Rudrabha / Wav2Lip

This repository contains the codes of "A Lip Sync Expert Is All You Need for Speech to Lip Generation In the Wild", published at ACM Multimedia 2020. For HD commercial model, please try out Sync Labs
https://synclabs.so
9.8k stars 2.13k forks source link

Wav2Lip Collab not working anymore -| TypeError: mel() takes 0 positional arguments #471

Open acetra19 opened 1 year ago

acetra19 commented 1 year ago

Hey folks, unfortunately for seemingly no obvious reason at all,

I can not get the wav2lip-collab to work anymore. I never had any problems until a couple of days ago.

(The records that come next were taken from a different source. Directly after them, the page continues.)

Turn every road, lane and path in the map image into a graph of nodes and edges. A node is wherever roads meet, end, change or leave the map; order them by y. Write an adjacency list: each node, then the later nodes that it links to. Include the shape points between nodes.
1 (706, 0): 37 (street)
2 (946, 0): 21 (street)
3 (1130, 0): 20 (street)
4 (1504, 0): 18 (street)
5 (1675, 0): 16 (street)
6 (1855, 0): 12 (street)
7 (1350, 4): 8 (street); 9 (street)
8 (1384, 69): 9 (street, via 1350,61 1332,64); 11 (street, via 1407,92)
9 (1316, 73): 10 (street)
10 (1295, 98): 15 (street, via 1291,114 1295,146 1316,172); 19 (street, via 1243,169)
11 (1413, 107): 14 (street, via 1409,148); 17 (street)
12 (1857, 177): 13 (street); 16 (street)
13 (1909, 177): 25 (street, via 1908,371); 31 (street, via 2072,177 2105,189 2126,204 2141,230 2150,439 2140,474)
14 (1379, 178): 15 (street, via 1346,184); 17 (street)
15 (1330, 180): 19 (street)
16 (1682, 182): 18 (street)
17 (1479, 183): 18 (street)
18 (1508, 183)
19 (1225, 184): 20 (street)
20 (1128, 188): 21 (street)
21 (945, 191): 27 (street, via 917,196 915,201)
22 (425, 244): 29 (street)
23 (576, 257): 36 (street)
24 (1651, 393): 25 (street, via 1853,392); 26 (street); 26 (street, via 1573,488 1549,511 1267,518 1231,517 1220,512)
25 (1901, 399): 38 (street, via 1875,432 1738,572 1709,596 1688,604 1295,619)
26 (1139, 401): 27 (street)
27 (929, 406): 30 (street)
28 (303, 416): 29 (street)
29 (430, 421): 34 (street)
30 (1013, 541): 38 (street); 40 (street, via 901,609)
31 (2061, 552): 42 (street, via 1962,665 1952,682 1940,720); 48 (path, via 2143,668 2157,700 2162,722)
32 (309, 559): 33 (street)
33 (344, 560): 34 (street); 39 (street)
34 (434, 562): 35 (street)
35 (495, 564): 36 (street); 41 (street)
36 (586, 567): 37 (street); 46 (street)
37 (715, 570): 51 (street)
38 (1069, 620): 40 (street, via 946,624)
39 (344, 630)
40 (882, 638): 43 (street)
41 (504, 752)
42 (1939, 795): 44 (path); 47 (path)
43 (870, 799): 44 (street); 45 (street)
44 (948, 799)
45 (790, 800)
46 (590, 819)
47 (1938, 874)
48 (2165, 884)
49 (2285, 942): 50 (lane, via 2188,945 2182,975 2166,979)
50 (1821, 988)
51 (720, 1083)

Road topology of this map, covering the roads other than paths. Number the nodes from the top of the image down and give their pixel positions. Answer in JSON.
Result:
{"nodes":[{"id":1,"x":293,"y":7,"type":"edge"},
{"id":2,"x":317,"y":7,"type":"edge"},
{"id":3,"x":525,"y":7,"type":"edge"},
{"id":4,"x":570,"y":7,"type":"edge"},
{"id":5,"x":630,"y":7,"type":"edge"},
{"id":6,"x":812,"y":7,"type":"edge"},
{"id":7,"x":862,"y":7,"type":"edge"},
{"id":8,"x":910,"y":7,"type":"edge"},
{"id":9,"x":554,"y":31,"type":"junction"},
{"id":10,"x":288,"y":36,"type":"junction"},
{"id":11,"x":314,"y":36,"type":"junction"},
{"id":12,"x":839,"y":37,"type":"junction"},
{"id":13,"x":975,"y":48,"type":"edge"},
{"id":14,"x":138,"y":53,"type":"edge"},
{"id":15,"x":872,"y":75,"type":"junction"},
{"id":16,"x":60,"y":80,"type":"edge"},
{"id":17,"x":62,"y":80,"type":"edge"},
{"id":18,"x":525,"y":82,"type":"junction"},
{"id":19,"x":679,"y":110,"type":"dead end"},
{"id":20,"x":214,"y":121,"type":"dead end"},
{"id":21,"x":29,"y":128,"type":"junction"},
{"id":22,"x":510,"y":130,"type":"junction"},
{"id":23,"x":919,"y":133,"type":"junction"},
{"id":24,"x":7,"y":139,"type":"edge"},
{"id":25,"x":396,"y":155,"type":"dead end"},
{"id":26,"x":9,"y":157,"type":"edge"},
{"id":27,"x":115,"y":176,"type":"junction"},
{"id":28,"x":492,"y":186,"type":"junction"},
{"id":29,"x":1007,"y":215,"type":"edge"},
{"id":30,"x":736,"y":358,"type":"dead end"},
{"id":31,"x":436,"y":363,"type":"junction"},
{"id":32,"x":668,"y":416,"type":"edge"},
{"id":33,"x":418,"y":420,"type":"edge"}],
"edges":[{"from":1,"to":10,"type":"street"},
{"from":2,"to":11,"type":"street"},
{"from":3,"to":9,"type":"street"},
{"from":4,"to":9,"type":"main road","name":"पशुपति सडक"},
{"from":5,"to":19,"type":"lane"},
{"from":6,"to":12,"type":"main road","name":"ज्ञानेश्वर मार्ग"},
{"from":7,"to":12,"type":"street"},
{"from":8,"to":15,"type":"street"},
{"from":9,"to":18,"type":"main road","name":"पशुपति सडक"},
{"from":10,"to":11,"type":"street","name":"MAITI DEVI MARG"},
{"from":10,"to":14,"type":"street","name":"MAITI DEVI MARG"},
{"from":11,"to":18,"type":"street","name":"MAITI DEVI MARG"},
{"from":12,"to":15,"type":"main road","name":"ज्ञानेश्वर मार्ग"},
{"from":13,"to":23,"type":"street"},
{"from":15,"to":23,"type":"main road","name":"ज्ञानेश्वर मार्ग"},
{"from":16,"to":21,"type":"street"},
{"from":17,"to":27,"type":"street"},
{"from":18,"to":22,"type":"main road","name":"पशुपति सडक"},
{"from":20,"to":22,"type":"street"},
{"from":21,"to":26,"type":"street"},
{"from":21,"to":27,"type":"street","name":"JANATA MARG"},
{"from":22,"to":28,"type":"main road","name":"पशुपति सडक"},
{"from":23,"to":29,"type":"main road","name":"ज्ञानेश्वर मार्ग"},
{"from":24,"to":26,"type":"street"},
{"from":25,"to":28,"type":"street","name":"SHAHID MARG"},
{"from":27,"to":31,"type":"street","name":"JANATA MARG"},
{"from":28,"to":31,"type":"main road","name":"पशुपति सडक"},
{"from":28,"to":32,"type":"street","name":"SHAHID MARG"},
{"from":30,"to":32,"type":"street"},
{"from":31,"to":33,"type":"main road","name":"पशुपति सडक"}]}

Now I always get the following error on the last step (rendering):

Using cuda for inference. Reading video frames... Number of frames available for inference: 353 Traceback (most recent call last): File "/content/Wav2Lip/inference.py", line 280, in main() File "/content/Wav2Lip/inference.py", line 225, in main mel = audio.melspectrogram(wav) File "/content/Wav2Lip/audio.py", line 47, in melspectrogram S = _amp_to_db(_linear_to_mel(np.abs(D))) - hp.ref_level_db File "/content/Wav2Lip/audio.py", line 95, in _linear_to_mel _mel_basis = _build_mel_basis() File "/content/Wav2Lip/audio.py", line 100, in _build_mel_basis return librosa.filters.mel(hp.sample_rate, hp.n_fft, n_mels=hp.num_mels, TypeError: mel() takes 0 positional arguments but 2 positional arguments (and 3 keyword-only arguments) were given

any idea how to troubleshoot this problem? Any help would be appreciated.

Best regards!

bobwatcherx commented 1 year ago

i also get error messsage

even though the duration of the video with sound is the same as 7 seconds

Using cuda for inference.
Reading video frames...
Number of frames available for inference: 1693
Traceback (most recent call last):
  File "/content/Wav2Lip/inference.py", line 280, in <module>
    main()
  File "/content/Wav2Lip/inference.py", line 225, in main
    mel = audio.melspectrogram(wav)
  File "/content/Wav2Lip/audio.py", line 47, in melspectrogram
    S = _amp_to_db(_linear_to_mel(np.abs(D))) - hp.ref_level_db
  File "/content/Wav2Lip/audio.py", line 95, in _linear_to_mel
    _mel_basis = _build_mel_basis()
  File "/content/Wav2Lip/audio.py", line 100, in _build_mel_basis
    return librosa.filters.mel(hp.sample_rate, hp.n_fft, n_mels=hp.num_mels,
TypeError: mel() takes 0 positional arguments but 2 positional arguments (and 3 keyword-only arguments) were given
bobwatcherx commented 1 year ago

Hey folks, unfortunately for seemingly no obvious reason at all,

I can not get the wav2lip-collab to work anymore. I never had any problems until a couple of days ago.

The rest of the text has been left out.